Sunday morning was clear and cold. There was dew on everything. I left the doors open on the plane in hopes that the windshield wouldn’t fog up. Well, the windshield was complete fogged up and covered in dew. Even though it was very cool out I was still nervous about taking off with all my camp gear aboard. I stowed my chair, my clothes, sleeping bag, and the wet tent I had folded up. It felt like it weighed twice what it normally does. I shifted it from the aft baggage to the cockpit baggage compartment just in case. Even with the towels I brought I still couldn’t satisfactorily get all the dew and fog off the windshield. I went ahead and fired the Redbird up anyway hoping that the wind from the prop would clear everything out.
I let the engine run for about 10 minutes letting the oil heat up. I then taxied up the hill to the run up area. The increased power I had to use to taxi did a pretty good job of clearing off the dew and by the time I had finished my run up most of the fog was gone from the inside of the windshield. I lined up, called my departure on the radio and began my takeoff run. She bounced around in the grass a little but otherwise the runway felt really smooth. I felt the tail sluggishly come up and knew I was almost at flying speed. It would just take a few seconds longer than normal at this altitude. I quickly glanced at my airspeed indicator as a double check for flying speed. It registered ZERO MPH at first and then bounced up a little to 45 MPH. That’s not flying speed. Be that as it may the plane rose lazily into the air. I relaxed the stick a little to stay in ground effect for a couple seconds to let the plane pick up speed. When she had the speed she liked she began climbing even without me moving the stick. The airspeed still only read about 55 MPH but my GPS ground speed read 75 MPH. Figured I either had a bug or water in the pitot tube.
As I climbed out I kept to the right side of the canyon. I made a wide, sweeping turn to the left and slowly came back over the field while keeping my right wing near the trees. The plane was climbing good now and I slowly made my way up out of the canyon. About the time I crested the canyon my ASI came alive and read correctly. So I had water in my pitot tube and it had finally all evaporated.
The canyon seemed dark but as I climbed out it was bright and sunny above. I punched Cascade, ID (U70) and slowly turned on course to top off my tanks before heading to Bend, OR.
Cascade is in a beautiful valley next to Cascade lake. I landed and the friendly FBO attendant topped me off. I then took off and headed west toward Bend, Or (KBDN).
The flight to Bend was pretty and largely smooth. It didn’t get bumpy until I was descending into the pattern. The scenery was amazing.

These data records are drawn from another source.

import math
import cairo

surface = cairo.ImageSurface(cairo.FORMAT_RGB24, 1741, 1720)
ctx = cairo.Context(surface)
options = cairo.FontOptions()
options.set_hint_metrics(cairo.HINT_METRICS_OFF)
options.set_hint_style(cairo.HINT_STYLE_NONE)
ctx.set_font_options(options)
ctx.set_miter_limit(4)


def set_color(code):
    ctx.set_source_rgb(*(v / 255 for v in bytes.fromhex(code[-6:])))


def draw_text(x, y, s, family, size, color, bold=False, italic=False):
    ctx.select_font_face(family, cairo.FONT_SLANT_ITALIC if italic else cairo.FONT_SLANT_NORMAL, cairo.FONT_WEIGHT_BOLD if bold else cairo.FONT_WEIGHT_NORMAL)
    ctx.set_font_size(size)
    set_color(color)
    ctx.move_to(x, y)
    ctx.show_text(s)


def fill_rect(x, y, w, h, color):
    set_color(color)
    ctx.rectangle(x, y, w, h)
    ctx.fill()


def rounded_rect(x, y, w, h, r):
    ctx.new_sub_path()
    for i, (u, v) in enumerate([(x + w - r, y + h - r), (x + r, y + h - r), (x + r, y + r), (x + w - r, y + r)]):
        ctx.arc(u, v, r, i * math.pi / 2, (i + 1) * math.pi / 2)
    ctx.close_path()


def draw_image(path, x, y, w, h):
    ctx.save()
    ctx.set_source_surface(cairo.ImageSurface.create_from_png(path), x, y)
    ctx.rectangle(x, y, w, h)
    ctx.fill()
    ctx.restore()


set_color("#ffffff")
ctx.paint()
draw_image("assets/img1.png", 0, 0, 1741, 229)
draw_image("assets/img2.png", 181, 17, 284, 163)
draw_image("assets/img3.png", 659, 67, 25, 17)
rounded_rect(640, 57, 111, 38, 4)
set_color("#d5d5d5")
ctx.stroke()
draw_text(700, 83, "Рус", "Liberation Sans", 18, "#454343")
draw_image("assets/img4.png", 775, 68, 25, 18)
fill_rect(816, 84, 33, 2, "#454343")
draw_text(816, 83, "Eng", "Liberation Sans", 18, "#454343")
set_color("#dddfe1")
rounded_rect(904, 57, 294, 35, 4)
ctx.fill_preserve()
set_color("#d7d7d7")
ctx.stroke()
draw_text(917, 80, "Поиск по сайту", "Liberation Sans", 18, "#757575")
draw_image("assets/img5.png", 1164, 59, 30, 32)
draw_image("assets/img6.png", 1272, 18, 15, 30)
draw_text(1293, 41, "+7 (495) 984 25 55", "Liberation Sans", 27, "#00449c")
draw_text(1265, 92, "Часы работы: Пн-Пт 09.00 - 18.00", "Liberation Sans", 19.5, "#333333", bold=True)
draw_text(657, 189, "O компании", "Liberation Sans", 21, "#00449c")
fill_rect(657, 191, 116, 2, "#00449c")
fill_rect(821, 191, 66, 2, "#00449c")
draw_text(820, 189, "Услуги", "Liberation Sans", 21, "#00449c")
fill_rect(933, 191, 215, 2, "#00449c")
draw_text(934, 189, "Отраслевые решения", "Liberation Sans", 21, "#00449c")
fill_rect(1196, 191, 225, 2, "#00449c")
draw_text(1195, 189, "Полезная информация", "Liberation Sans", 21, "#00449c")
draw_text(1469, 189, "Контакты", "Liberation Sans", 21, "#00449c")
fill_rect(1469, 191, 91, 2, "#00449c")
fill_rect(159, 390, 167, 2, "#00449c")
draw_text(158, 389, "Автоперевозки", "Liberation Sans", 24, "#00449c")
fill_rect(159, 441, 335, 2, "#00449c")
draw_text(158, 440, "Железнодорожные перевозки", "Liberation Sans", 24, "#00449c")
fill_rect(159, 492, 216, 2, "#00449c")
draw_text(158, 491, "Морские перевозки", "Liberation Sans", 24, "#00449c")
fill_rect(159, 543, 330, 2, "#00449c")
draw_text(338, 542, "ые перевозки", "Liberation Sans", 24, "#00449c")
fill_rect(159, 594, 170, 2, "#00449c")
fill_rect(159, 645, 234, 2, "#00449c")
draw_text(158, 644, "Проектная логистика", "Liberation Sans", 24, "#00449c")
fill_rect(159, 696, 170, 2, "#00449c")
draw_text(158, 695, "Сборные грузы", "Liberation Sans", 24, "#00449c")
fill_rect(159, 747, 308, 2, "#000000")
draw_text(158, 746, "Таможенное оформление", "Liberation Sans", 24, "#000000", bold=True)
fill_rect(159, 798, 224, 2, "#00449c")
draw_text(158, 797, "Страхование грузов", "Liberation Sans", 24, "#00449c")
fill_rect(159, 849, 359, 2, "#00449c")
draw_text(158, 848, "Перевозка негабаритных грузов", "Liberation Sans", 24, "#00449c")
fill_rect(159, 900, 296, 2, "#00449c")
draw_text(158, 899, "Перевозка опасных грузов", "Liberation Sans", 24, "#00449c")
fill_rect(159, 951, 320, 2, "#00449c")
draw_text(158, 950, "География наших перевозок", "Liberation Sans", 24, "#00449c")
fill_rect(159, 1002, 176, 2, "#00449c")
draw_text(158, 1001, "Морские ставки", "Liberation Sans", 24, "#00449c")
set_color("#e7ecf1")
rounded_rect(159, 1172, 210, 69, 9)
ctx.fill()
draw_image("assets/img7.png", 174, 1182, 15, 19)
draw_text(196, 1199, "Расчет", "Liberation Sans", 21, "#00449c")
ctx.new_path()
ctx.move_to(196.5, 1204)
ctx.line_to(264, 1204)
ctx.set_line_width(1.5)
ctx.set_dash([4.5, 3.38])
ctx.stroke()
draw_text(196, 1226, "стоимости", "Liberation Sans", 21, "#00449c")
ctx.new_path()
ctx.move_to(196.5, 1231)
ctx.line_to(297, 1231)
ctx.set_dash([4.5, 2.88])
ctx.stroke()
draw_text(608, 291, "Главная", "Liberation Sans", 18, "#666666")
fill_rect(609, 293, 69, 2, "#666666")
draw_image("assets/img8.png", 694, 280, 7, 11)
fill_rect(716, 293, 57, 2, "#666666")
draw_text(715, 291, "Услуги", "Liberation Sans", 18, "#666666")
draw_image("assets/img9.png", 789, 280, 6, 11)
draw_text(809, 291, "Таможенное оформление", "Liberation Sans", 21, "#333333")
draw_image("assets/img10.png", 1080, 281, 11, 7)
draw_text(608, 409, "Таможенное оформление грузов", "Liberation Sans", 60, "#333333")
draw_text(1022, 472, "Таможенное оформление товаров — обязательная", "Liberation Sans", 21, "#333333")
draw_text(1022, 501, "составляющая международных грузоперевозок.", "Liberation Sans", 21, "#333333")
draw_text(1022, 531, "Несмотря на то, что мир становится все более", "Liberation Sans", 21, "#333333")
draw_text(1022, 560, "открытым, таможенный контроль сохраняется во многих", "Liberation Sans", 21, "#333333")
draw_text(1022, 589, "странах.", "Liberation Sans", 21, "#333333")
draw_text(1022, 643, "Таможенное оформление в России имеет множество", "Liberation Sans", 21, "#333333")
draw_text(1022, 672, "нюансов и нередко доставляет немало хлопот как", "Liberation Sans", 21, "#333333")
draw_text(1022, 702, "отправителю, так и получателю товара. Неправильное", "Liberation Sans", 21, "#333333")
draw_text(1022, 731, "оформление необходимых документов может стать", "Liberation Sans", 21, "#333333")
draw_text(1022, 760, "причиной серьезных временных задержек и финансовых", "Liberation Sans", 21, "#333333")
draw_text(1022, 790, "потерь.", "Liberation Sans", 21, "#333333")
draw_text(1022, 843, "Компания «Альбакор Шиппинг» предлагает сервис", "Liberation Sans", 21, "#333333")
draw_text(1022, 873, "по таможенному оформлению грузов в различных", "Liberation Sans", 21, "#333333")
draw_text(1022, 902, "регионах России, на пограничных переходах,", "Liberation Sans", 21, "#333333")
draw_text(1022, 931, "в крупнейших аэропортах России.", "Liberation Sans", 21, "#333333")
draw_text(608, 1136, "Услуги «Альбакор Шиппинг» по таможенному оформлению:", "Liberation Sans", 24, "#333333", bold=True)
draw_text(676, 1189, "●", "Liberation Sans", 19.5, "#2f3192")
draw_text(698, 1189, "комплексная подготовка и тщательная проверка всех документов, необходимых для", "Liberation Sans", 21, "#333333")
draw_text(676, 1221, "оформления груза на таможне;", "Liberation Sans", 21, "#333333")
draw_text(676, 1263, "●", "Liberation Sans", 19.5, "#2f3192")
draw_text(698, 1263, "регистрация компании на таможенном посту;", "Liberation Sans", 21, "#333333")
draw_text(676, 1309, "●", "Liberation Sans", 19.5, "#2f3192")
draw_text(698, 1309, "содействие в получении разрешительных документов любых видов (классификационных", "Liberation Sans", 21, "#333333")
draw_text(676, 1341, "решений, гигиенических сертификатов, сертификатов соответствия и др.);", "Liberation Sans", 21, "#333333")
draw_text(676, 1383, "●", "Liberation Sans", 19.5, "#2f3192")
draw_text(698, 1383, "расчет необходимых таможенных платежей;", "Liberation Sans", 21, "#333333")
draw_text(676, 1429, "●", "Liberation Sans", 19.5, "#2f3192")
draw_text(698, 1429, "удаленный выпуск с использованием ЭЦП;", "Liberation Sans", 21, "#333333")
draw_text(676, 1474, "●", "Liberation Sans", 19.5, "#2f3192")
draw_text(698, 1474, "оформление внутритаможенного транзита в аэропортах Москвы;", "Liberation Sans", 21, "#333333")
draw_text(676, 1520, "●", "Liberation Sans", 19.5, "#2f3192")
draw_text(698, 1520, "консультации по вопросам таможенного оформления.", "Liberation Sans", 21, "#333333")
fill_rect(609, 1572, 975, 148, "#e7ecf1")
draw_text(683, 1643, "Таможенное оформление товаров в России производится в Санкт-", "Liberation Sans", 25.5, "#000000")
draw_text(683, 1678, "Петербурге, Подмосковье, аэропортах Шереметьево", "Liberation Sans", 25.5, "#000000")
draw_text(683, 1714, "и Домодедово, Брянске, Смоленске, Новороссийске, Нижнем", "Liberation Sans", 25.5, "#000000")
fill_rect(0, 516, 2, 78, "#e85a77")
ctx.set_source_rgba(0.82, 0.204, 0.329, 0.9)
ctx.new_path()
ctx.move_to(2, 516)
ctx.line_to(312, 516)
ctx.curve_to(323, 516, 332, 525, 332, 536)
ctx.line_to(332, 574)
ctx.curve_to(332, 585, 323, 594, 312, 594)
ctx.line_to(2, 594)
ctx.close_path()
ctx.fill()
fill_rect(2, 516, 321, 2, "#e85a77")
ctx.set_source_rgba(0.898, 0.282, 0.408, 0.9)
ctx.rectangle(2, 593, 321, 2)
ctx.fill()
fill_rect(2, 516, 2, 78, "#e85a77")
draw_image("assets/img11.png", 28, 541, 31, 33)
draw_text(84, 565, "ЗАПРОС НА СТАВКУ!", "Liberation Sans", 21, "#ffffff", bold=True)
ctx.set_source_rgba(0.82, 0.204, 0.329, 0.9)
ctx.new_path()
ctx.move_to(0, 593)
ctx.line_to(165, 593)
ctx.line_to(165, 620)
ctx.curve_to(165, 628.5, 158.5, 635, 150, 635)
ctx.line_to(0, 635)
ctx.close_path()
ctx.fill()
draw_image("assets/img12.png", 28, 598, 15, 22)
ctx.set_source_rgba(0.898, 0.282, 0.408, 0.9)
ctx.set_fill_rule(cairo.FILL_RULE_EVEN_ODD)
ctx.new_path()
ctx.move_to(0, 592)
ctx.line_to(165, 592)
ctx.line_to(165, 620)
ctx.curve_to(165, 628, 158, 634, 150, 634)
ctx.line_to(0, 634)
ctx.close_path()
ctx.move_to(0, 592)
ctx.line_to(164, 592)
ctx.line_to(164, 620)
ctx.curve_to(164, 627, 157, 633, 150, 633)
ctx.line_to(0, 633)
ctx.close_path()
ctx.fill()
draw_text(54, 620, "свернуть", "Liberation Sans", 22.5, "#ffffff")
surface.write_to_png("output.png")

My friends picked me up at the airport and took me to their home so I could clean up. We went into town and ejoyed The Bite of Bend. It’s a festival where they close off the downtown streets and all the restaurants open up booths on the street. I had some great red curry there from a Thai place. It was about 103 and their kids were getting hot and cranky so we all headed back home to cool off and think about dinner. We had a great pizza together and headed back home. After the kids got to bed I finally got to talk to my friends. It was great to catch up. Again, these were people I knew from the Internet but had never met in real life. I can’t wait to see them again some time. They are great people! So great in fact that they got up at 5:30 to take me back to the airport!

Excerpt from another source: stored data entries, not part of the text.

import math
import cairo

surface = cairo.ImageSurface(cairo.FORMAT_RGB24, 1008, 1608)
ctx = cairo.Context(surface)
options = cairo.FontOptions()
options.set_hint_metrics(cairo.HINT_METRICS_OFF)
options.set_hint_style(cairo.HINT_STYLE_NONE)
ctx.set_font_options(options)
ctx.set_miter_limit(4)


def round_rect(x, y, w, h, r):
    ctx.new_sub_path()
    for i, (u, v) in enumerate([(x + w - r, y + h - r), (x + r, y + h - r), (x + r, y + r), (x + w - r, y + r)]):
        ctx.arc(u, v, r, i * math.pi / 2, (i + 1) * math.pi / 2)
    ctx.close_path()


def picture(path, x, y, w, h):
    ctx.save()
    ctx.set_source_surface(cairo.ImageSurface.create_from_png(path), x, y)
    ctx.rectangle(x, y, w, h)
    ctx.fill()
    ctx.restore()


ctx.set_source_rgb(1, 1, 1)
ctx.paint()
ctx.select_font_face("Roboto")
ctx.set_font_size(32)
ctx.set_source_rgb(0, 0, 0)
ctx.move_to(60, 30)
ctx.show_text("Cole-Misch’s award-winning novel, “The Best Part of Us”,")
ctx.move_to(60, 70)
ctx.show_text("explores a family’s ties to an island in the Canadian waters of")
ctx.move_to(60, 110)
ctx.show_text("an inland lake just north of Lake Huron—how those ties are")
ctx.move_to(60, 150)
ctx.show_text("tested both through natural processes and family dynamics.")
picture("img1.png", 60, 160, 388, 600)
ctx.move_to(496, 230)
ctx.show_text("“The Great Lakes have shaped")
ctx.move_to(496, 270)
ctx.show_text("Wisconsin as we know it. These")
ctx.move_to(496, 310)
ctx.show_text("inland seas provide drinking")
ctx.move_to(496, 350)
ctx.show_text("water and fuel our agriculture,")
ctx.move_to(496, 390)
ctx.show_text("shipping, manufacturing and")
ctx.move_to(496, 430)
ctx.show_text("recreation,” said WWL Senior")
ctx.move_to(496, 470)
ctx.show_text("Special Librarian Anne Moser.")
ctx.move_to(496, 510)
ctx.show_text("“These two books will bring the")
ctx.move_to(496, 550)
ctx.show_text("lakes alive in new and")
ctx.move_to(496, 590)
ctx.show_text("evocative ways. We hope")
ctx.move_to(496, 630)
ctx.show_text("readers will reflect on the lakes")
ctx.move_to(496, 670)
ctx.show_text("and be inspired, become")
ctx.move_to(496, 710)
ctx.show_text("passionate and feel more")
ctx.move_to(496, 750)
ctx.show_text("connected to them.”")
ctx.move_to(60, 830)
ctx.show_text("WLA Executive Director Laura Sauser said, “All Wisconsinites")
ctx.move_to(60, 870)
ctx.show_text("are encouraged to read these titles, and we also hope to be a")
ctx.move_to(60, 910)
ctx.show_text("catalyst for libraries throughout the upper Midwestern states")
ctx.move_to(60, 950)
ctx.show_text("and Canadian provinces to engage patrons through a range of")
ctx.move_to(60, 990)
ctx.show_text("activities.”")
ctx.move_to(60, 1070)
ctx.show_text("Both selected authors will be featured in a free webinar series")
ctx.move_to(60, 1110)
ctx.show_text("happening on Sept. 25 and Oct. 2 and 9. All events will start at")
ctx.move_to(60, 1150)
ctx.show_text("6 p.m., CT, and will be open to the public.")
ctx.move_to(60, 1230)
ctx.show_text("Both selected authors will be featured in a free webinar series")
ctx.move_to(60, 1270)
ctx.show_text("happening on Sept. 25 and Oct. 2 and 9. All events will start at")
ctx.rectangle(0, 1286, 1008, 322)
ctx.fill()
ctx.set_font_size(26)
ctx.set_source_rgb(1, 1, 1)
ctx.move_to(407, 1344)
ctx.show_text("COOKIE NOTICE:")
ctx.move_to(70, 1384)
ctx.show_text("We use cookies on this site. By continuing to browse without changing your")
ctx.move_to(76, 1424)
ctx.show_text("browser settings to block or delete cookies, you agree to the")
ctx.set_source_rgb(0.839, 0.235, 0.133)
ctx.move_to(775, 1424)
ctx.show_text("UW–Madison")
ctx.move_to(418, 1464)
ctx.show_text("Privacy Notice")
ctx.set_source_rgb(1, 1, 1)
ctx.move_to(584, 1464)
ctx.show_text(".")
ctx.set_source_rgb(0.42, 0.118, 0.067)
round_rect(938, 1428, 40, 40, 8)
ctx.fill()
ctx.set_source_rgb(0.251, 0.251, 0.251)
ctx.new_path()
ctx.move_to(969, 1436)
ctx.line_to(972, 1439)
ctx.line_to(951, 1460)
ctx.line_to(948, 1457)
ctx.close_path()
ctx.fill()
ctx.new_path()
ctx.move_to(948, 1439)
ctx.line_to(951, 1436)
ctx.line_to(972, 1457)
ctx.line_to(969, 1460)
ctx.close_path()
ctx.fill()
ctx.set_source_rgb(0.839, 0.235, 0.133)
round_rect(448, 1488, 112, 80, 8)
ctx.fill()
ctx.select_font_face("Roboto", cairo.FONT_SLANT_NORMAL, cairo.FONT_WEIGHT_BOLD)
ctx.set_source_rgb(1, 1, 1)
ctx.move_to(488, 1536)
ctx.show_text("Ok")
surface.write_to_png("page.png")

I had already tanked up when I landed in Bend so as soon as I had the plane ready I took off again and headed south. This was the most turbulent part of the trip. Even at 6am I was still getting some pretty significant bumps until I had reached Klammath Lake where it smoothed out finally. I tried to enjoy the scenery but the homeward legs are always the longest legs of any trip.
One thing I noticed was that it was sever clear when I took off but as I headed south, a haze from the north started to follow and then over take me. It still didn’t detract from the scenery.
When Mt. Shasta came into view I knew I was almost home.
Along with Shastina, Mt. Shasta’s smaller neighbor. Both are dormant volcanoes.
Once I passed Castle Crags, I could see my enroute fuel stop, Redding.
And there, just beyond Lake Shasta, lay my big valley…
I topped my fuel tanks off quickly at Redding. It was 9:00am and already getting pretty hot. I was back in the air and southbound in 15 minutes. I didn’t even need the GPS to get home from here. Pretty easy. Just head southeast until you pass Sutter Buttes…
Keep heading south until you pass over Sacramento…
And then the old Rancho Seco nuclear power plant…
And 20 minutes later I was landing back at Oakdale!
This was definitely on of the funner long cross country trips I have been on with my plane. I have flow to Oshkosh and Oklahoma but those were really long and tiring trips. This was wasn’t that long and had GREAT people at every stop I made. I logged about 14 hours, covered about 1500 miles of ground, and saw some of the most beautiful geography in the country. It’s a trip I would recommend to anyone. But first I would recommend a good mountain check out, and brush up on your short and soft field procedures.